Julian Assange: We're Helping To Broker Edward Snowden's Asylum In Iceland

Meanwhile, the Wikileaks founder's asylum at the Ecuadorian Embassy is stretching into a second year. "I'm worried about the state of journalism." (Updated below)

WASHINGTON — Wikileaks founder Julian Assange said on Wednesday that he is helping the source of recent leaks about American domestic surveillance win asylum in Iceland.

Wikileaks is "in touch with [Edward] Snowden's legal team," Assange said, and they are "in the process of brokering his asylum in Iceland."

Asked whether Snowden would be able to successfully travel from Hong Kong, where he has been since the leaks to the Guardian, to Iceland, Assange said "All those issues are being looked at by the people involved."

Assange, who was granted asylum at the Ecuadorian Embassy in London a year ago while evading sexual assault charges in Sweden and a Department of Justice investigation into WikiLeaks for the material it received from Bradley Manning, was on a conference call with reporters and with Pentagon Papers whistleblower Daniel Ellsberg and National Security Agency whistleblower Thomas Drake.

Assange wouldn't directly answer whether he's had personal contact with Snowden, "as a matter of policy." He also wouldn't talk about whether or not he had had contact with Snowden before the leaked material came out.

"It is clear to me that Mr. Snowden is being very aggressively pursued by the U.S. security sector," Assange, who sounded tired and was at times hard to understand. It's been reported that he is or has been in poor health while at the embassy.
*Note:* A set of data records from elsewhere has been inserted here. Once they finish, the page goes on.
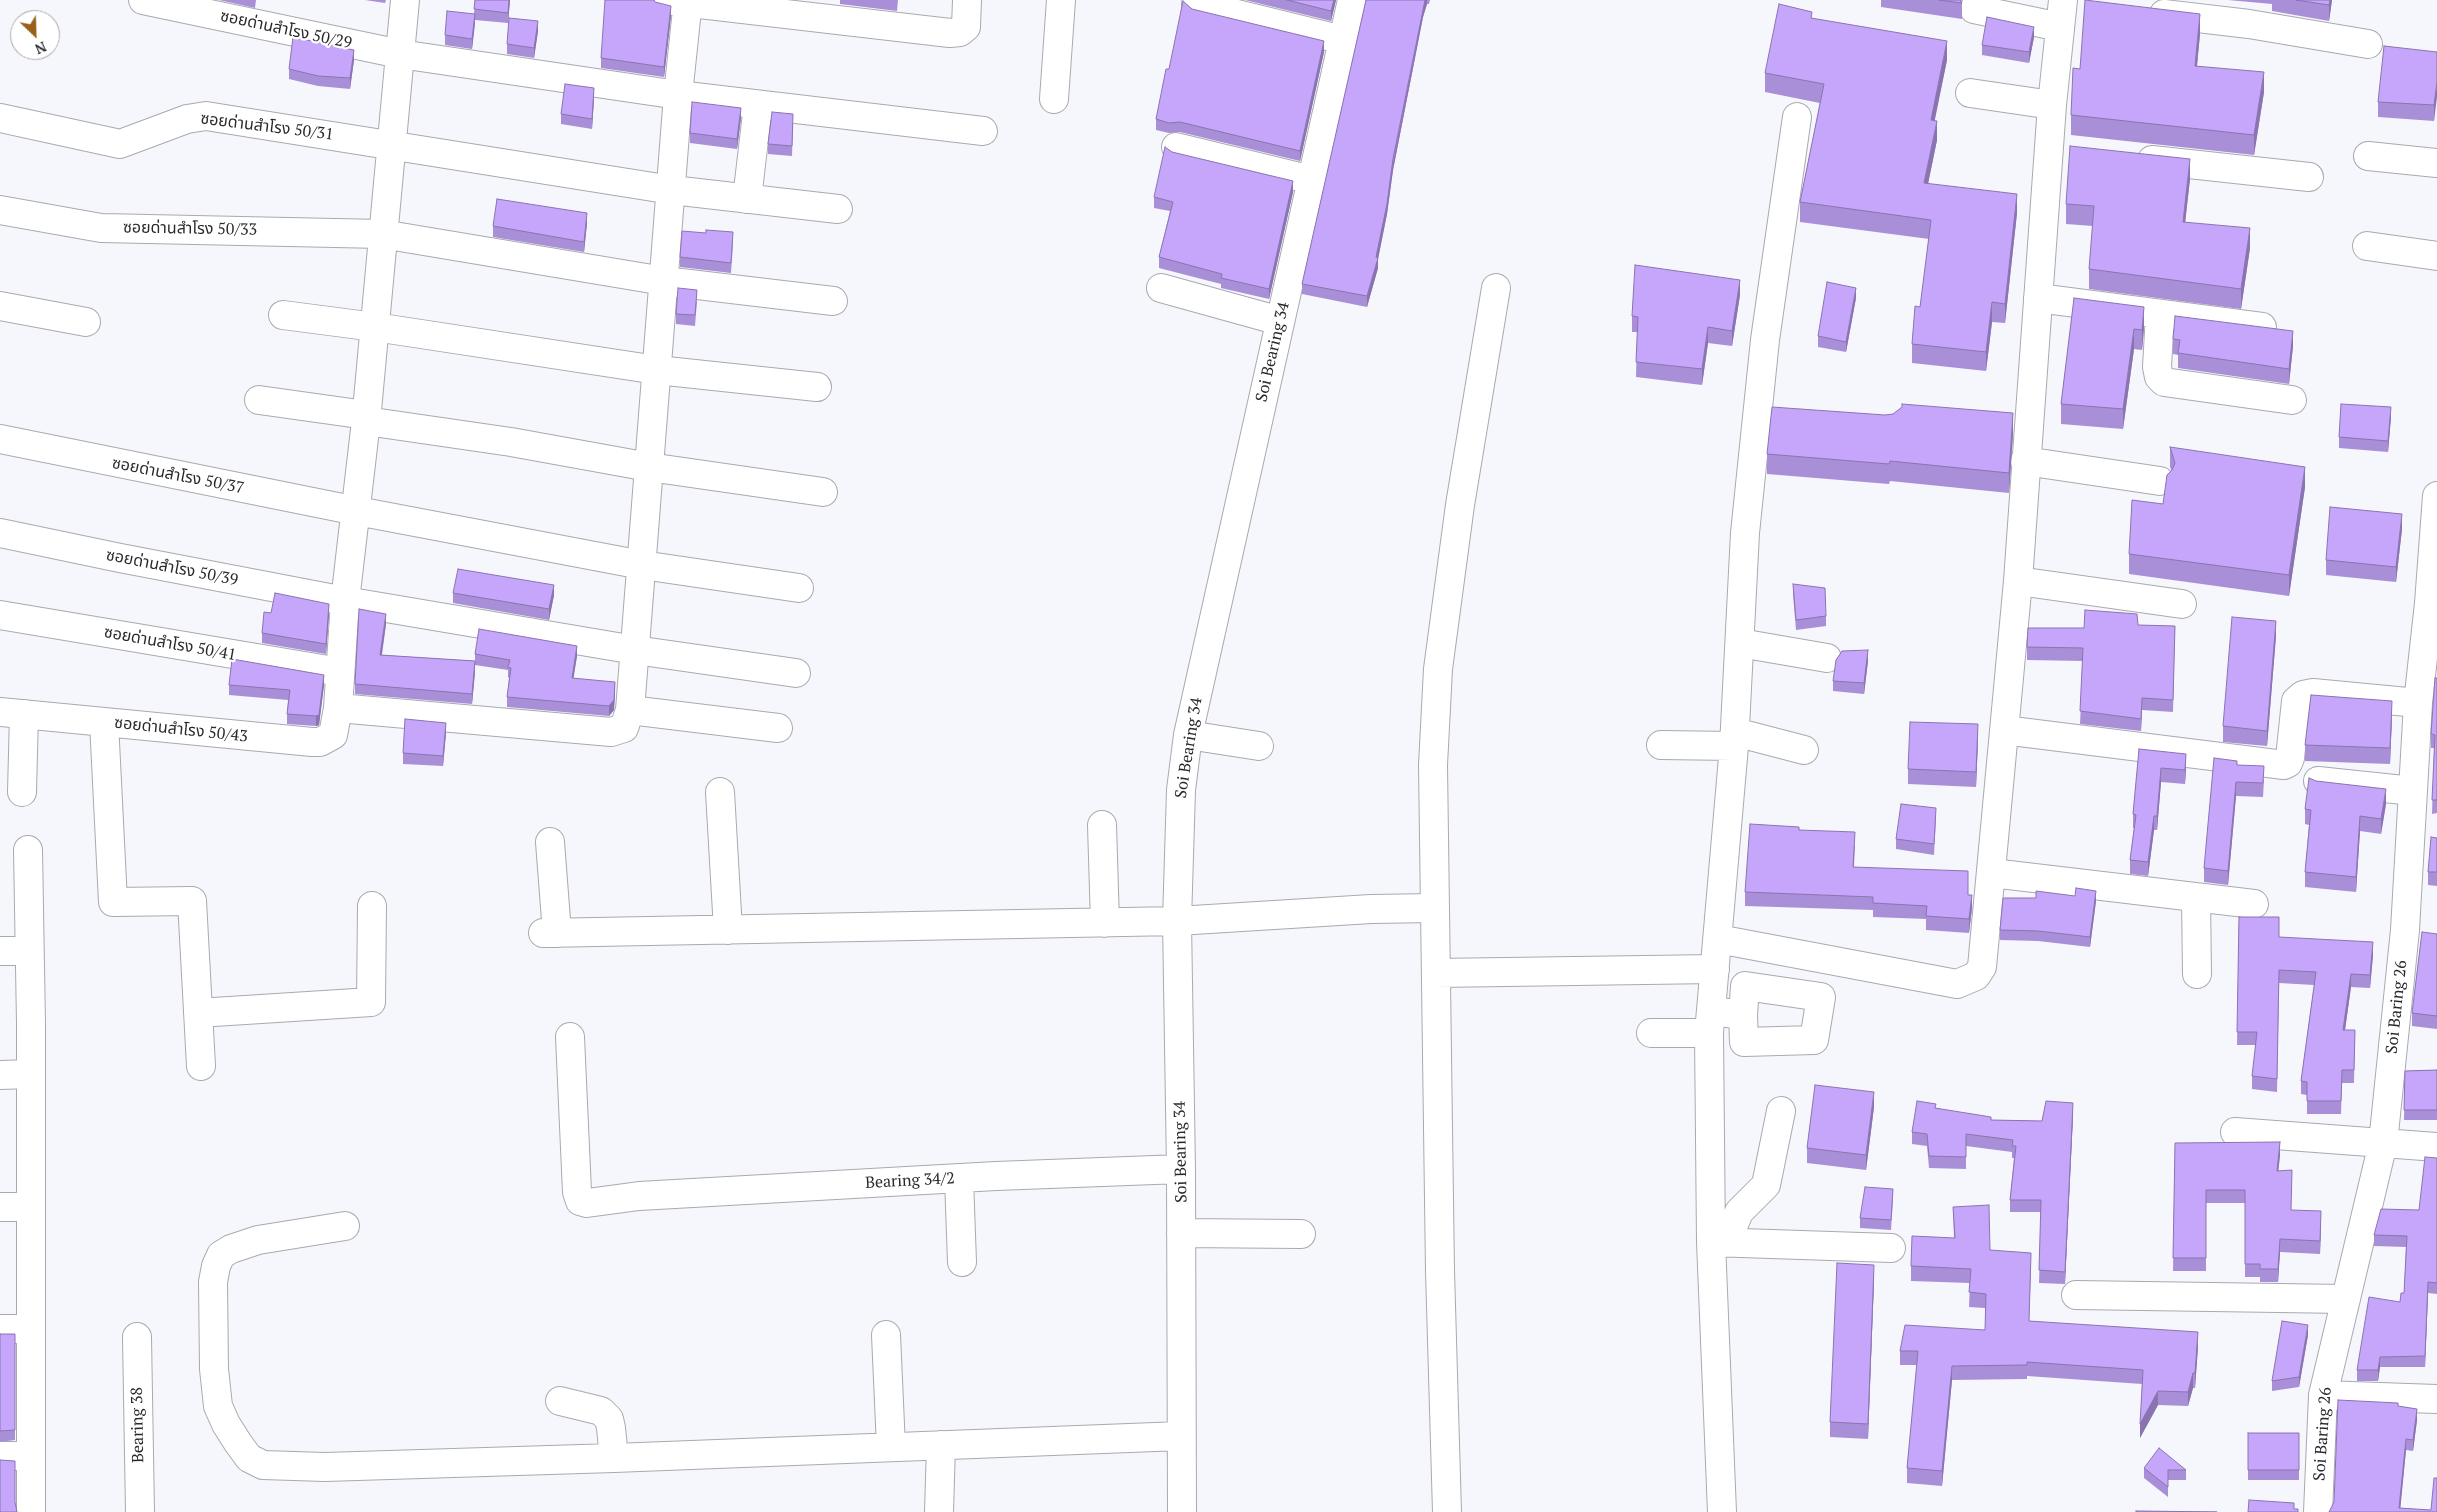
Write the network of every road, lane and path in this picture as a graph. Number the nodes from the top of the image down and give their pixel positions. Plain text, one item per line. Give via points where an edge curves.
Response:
1 (143, 0) edge
2 (405, 0) edge
3 (967, 0) edge
4 (1061, 0) edge
5 (1352, 0) edge
6 (680, 1) edge
7 (1196, 4) dead end
8 (2092, 5) edge
9 (782, 6) edge
10 (1974, 9) dead end
11 (2062, 9) edge
12 (2141, 11) edge
13 (1343, 40) junction
14 (2368, 44) dead end
15 (400, 54) junction
16 (1970, 93) dead end
17 (678, 96) junction
18 (1054, 99) dead end
19 (758, 105) junction
20 (2052, 105) junction
21 (1797, 117) dead end
22 (0, 118) edge
23 (983, 131) dead end
24 (391, 145) junction
25 (1176, 147) dead end
26 (2049, 148) junction
27 (2078, 152) edge
28 (2368, 156) dead end
29 (2126, 157) edge
30 (2437, 163) edge
31 (2309, 177) dead end
32 (1312, 180) junction
33 (672, 190) junction
34 (747, 198) junction
35 (838, 209) dead end
36 (0, 210) edge
37 (382, 234) junction
38 (2367, 246) dead end
39 (2437, 256) edge
40 (664, 281) junction
41 (1161, 288) dead end
42 (1496, 288) dead end
43 (2038, 298) junction
44 (833, 301) dead end
45 (0, 306) edge
46 (2160, 314) junction
47 (283, 315) dead end
48 (1280, 321) junction
49 (86, 322) dead end
50 (375, 327) junction
51 (2291, 331) edge
52 (657, 370) junction
53 (817, 387) dead end
54 (259, 400) dead end
55 (2292, 400) dead end
56 (366, 418) junction
57 (0, 439) edge
58 (2025, 461) junction
59 (649, 467) junction
60 (2160, 481) dead end
61 (823, 492) dead end
62 (2437, 496) edge
63 (357, 511) junction
64 (0, 532) edge
65 (642, 565) junction
66 (2018, 581) junction
67 (799, 588) dead end
68 (345, 601) junction
69 (2182, 604) dead end
70 (2433, 604) edge
71 (0, 615) edge
72 (1740, 643) junction
73 (635, 650) junction
74 (1827, 658) dead end
75 (340, 672) junction
76 (796, 673) dead end
77 (2418, 703) junction
78 (338, 708) junction
79 (630, 710) junction
80 (12, 713) edge
81 (104, 722) junction
82 (778, 728) dead end
83 (2004, 730) junction
84 (1188, 735) junction
85 (1735, 739) junction
86 (1661, 744) dead end
87 (1259, 746) dead end
88 (1804, 750) dead end
89 (2318, 781) edge
90 (2413, 791) junction
91 (22, 792) dead end
92 (720, 792) dead end
93 (1102, 825) dead end
94 (550, 842) dead end
95 (28, 850) dead end
96 (1992, 874) junction
97 (2196, 897) junction
98 (2254, 904) dead end
99 (372, 906) dead end
100 (1434, 908) junction
101 (1177, 921) junction
102 (1105, 923) junction
103 (728, 930) junction
104 (1718, 940) junction
105 (0, 951) edge
106 (29, 951) junction
107 (1715, 969) junction
108 (1436, 973) junction
109 (2197, 974) dead end
110 (198, 1013) junction
111 (1743, 1015) dead end
112 (1710, 1022) junction
113 (1651, 1033) dead end
114 (570, 1037) dead end
115 (202, 1066) dead end
116 (30, 1074) junction
117 (0, 1075) edge
118 (1781, 1111) dead end
119 (2234, 1132) dead end
120 (2384, 1143) junction
121 (2437, 1146) edge
122 (1181, 1169) junction
123 (958, 1179) junction
124 (0, 1207) edge
125 (30, 1207) junction
126 (345, 1226) dead end
127 (1181, 1233) junction
128 (1301, 1234) dead end
129 (1719, 1242) junction
130 (1891, 1248) dead end
131 (962, 1262) dead end
132 (2076, 1294) dead end
133 (2346, 1299) junction
134 (0, 1329) edge
135 (30, 1329) junction
136 (886, 1335) dead end
137 (137, 1337) dead end
138 (2323, 1395) junction
139 (2437, 1399) edge
140 (560, 1401) dead end
141 (1181, 1436) junction
142 (941, 1445) junction
143 (891, 1448) junction
144 (0, 1456) edge
145 (30, 1456) junction
146 (614, 1458) junction
147 (30, 1512) edge
148 (140, 1512) edge
149 (939, 1512) edge
150 (1182, 1512) edge
151 (1446, 1512) edge
152 (1722, 1512) edge
153 (2318, 1512) edge

1 - 15 street, ซอยด่านสำโรง 50/29
2 - 15 street
3 - 9 street via 966,27 960,32 950,33
4 - 18 street
5 - 13 street, Soi Bearing 34
6 - 9 street
6 - 17 street
7 - 13 street
8 - 11 street
10 - 11 street
11 - 20 street
12 - 14 street via 2249,24
13 - 32 street, Soi Bearing 34
15 - 17 street, ซอยด่านสำโรง 50/29
15 - 24 street
16 - 20 street
17 - 19 street, ซอยด่านสำโรง 50/29
17 - 33 street
19 - 23 street, ซอยด่านสำโรง 50/29
19 - 34 street
20 - 26 street
21 - 72 street via 1764,340 1768,411 1745,533
22 - 24 street, ซอยด่านสำโรง 50/31 via 120,144 187,119 206,116
24 - 33 street, ซอยด่านสำโรง 50/31
24 - 37 street
25 - 32 street
26 - 27 street
26 - 43 street
28 - 30 street
29 - 31 street
32 - 48 street, Soi Bearing 34
33 - 34 street, ซอยด่านสำโรง 50/31
33 - 40 street
34 - 35 street, ซอยด่านสำโรง 50/31
36 - 37 street, ซอยด่านสำโรง 50/33 via 101,228
37 - 40 street, ซอยด่านสำโรง 50/33
37 - 50 street
38 - 39 street
40 - 44 street, ซอยด่านสำโรง 50/33
40 - 52 street
41 - 48 street
42 - 100 street via 1460,505 1438,669 1433,765
43 - 46 street
43 - 58 street
45 - 49 street
46 - 51 street
46 - 55 street via 2157,367 2164,382
47 - 50 street
48 - 84 street, Soi Bearing 34
50 - 52 street
50 - 56 street
52 - 53 street
52 - 59 street
54 - 56 street
56 - 59 street
56 - 63 street
57 - 63 street, ซอยด่านสำโรง 50/37
58 - 60 street
58 - 66 street
59 - 61 street
59 - 65 street
62 - 70 street, Soi Baring 26
63 - 65 street, ซอยด่านสำโรง 50/37
63 - 68 street
64 - 68 street, ซอยด่านสำโรง 50/39
65 - 67 street, ซอยด่านสำโรง 50/37
65 - 73 street
66 - 69 street
66 - 83 street
68 - 73 street, ซอยด่านสำโรง 50/39
68 - 75 street
70 - 77 street, Soi Baring 26
71 - 75 street, ซอยด่านสำโรง 50/41
72 - 74 street
72 - 85 street
73 - 76 street, ซอยด่านสำโรง 50/39
73 - 79 street
75 - 78 street
77 - 83 street via 2313,693 2303,695 2296,701 2290,758 2284,765
77 - 90 street, Soi Baring 26
78 - 79 street via 611,732 624,728
78 - 81 street, ซอยด่านสำโรง 50/43 via 333,735 320,742
79 - 82 street
80 - 81 street, ซอยด่านสำโรง 50/43
80 - 91 street
81 - 110 street via 113,902 192,901
83 - 96 street
84 - 87 street
84 - 101 street, Soi Bearing 34 via 1181,790
85 - 86 street
85 - 88 street
85 - 104 street
89 - 90 street
90 - 120 street, Soi Baring 26 via 2405,930
92 - 103 street
93 - 102 street
94 - 103 street via 550,933
95 - 106 street
96 - 97 street
96 - 104 street via 1982,967 1976,976 1957,984
97 - 98 street
97 - 109 street
99 - 110 street via 371,1002
100 - 101 street
100 - 108 street
101 - 102 street
101 - 122 street, Soi Bearing 34
102 - 103 street
104 - 107 street
105 - 106 street
106 - 116 street
107 - 108 street
107 - 112 street
108 - 151 street
110 - 115 street
111 - 112 street
112 - 113 street
112 - 129 street
114 - 123 street, Bearing 34/2 via 578,1197 587,1203 638,1196
116 - 117 street
116 - 125 street
118 - 129 street via 1766,1185 1739,1212
119 - 120 street
120 - 121 street
120 - 133 street, Soi Baring 26
122 - 123 street, Bearing 34/2
122 - 127 street, Soi Bearing 34
123 - 131 street
124 - 125 street
125 - 135 street
126 - 146 street via 258,1240 222,1255 216,1266 213,1282 214,1369 218,1406 249,1458 263,1465 285,1467
127 - 128 street
127 - 141 street, Soi Bearing 34
129 - 130 street
129 - 152 street
132 - 133 street
133 - 138 street, Soi Baring 26
134 - 135 street
135 - 145 street
136 - 143 street
137 - 148 street, Bearing 38
138 - 139 street
138 - 153 street, Soi Baring 26
140 - 146 street via 601,1411 609,1419
141 - 142 street
141 - 150 street, Soi Bearing 34
142 - 143 street
142 - 149 street
143 - 146 street
144 - 145 street
145 - 147 street

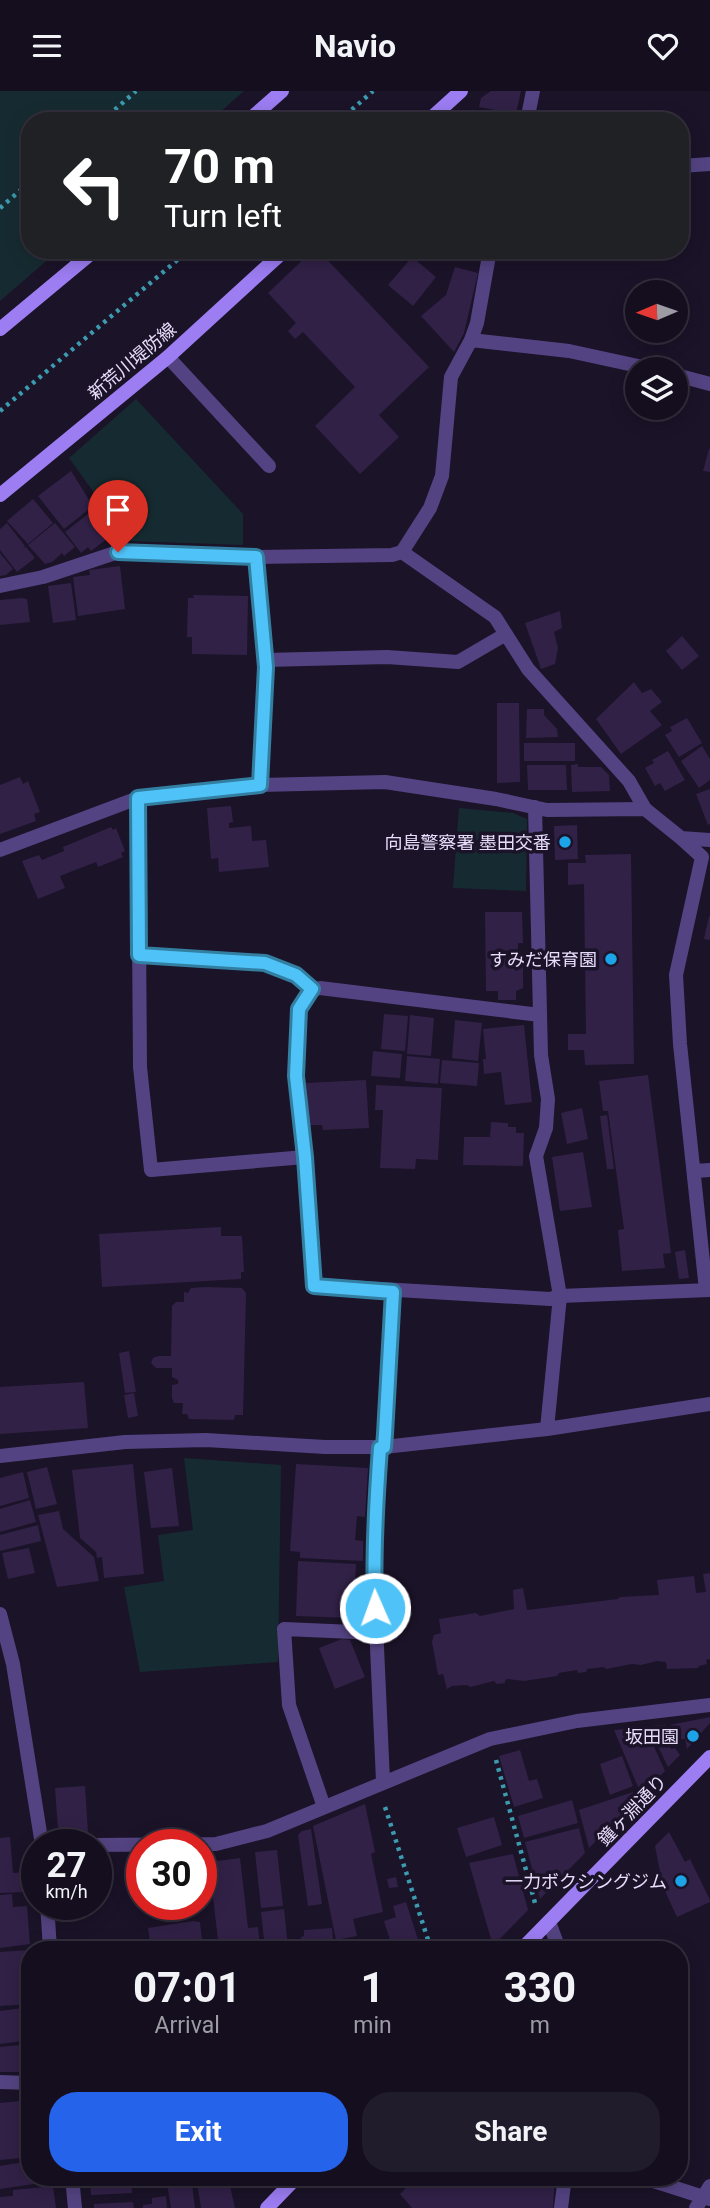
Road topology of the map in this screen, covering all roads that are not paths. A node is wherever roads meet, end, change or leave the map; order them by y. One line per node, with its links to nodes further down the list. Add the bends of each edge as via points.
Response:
1 (282, 91): 4 (main road)
2 (461, 91): 5 (main road)
3 (533, 91): 6 (street)
4 (258, 112)
5 (438, 112)
6 (529, 112)
7 (710, 164): 8 (street)
8 (689, 165)
9 (84, 259): 12 (main road)
10 (275, 259): 14 (main road, 新荒川堤防線)
11 (488, 259): 13 (street)
12 (0, 329)
13 (471, 340): 15 (street, via 569,351); 20 (street, via 451,377 442,476 430,508)
14 (168, 357): 18 (street); 19 (main road, 新荒川堤防線)
15 (625, 363)
16 (688, 378): 17 (street)
17 (710, 384)
18 (269, 466)
19 (0, 495)
20 (402, 552): 21 (street); 23 (street, via 495,617)
21 (256, 557): 22 (street, via 118,552); 24 (street)
22 (0, 586)
23 (506, 634): 24 (street, via 458,662 387,657); 28 (street, via 528,669 629,781)
24 (265, 660): 25 (street)
25 (260, 785): 26 (street); 27 (street, via 385,782)
26 (138, 798): 31 (street); 32 (street)
27 (535, 807): 28 (street); 34 (street)
28 (645, 809): 29 (street)
29 (681, 838): 30 (street); 37 (street, via 702,857 676,975)
30 (710, 840)
31 (0, 850)
32 (139, 955): 33 (street, via 265,963 296,975); 35 (street, via 140,1067 151,1170)
33 (312, 989): 34 (street); 35 (street, via 299,1009 296,1076)
34 (540, 1015): 40 (street, via 548,1099 546,1128 536,1156)
35 (305, 1157): 39 (street, via 314,1286)
36 (710, 1170): 37 (street)
37 (695, 1171): 38 (street)
38 (708, 1290): 40 (street)
39 (393, 1292): 40 (street); 43 (street)
40 (560, 1296): 42 (street)
41 (710, 1404): 42 (street)
42 (547, 1429): 43 (street)
43 (382, 1448): 44 (street, via 206,1440 125,1442); 46 (street, via 373,1558)
44 (0, 1456)
45 (0, 1615): 51 (street, via 13,1664)
46 (377, 1633): 49 (street); 50 (street, via 284,1629 289,1705)
47 (710, 1705): 49 (street, via 577,1721 490,1738)
48 (710, 1757): 54 (main road, 鐘ヶ淵通り)
49 (380, 1783): 50 (street)
50 (324, 1807): 52 (street, via 267,1831 216,1844)
51 (39, 1829)
52 (112, 1845)
53 (48, 1920): 55 (street)
54 (549, 1922): 56 (main road, 鐘ヶ淵通り); 57 (street)
55 (49, 1941)
56 (530, 1941)
57 (556, 1941)
58 (0, 2083): 59 (street)
59 (21, 2083)
60 (73, 2186): 65 (street)
61 (288, 2186): 66 (main road)
62 (564, 2186): 67 (street)
63 (667, 2186): 64 (street)
64 (705, 2197)
65 (75, 2208)
66 (267, 2208)
67 (561, 2208)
He predicted that Glenn Greenwald, the author of the Guardian's Snowden stories, could be "in the same position that I'm in in a year's time."

Assange also predicted that the Guardian would come out with more significant material.

"I've read Mr. Greenwald's comments, like all of you, and it is clear from those that significant publication will occur in the coming weeks," Assange said.

Assange, whose asylum at the Ecuadorian Embassy has resulted in Ecuador's ambassador to the U.K. being called back to Quito because of her failure to negotiate his exit, wouldn't say when he plans to leave the embassy.

Even if the investigation in Sweden is dropped, Assange said, he wouldn't leave immediately.

"It makes no difference because the reason for asking asylum concerns the U.S. investigation," Assange said. Assange took offense at this reporter's question about the charges against him in Sweden, saying that it is "extremely poor journalism" to describe him as having been charged.

As the BBC reported, though Assange isn't technically facing charges, the term means something different in Sweden, and "Despite the lack of formal charges, in its judgement in May, the UK Supreme Court found that the Swedish public prosecutor was a judicial authority capable of issuing the warrant, in the same way as a judge or a court would be."

Asked why he sounded so tired, Assange said that working on the Snowden case was "exciting, demanding work" and had "taken up quite a bit of time this week."

He acknowledged that the time at the embassy had impacted his ability to get leaks, package and publish them.

"The UK government has admitted that it has spent six million pounds on the surveillance of me in this embassy," Assange said.

The surveillance "is an interference with the operation of the WikiLeaks media organization," he said. "However that is contrasted by my complete inability to do anything else but work."

"There's nothing else to do but work," he said, a bit sadly.

Assange saved most of his opprobrium for the media, the state of which he described as "appalling."

"I'm not worried at all" about the situation in the Ecuadorian embassy, he said. "I'm worried about the state of journalism."

Update: Greenwald says he doesn't think WikiLeaks has a direct involvement in the Snowden affair.

"I'm not aware that WikiLeaks has any substantive involvement at all with Snowden, though I know they've previously offered to help," he told BuzzFeed in an email. Asked if Snowden was inclined to work with WikiLeaks on the asylum issue, he said "I know he admires WikiLeaks' past work, but I don't know of any involvement he's ever had with them, on asylum or anything else." (3:43 p.m.)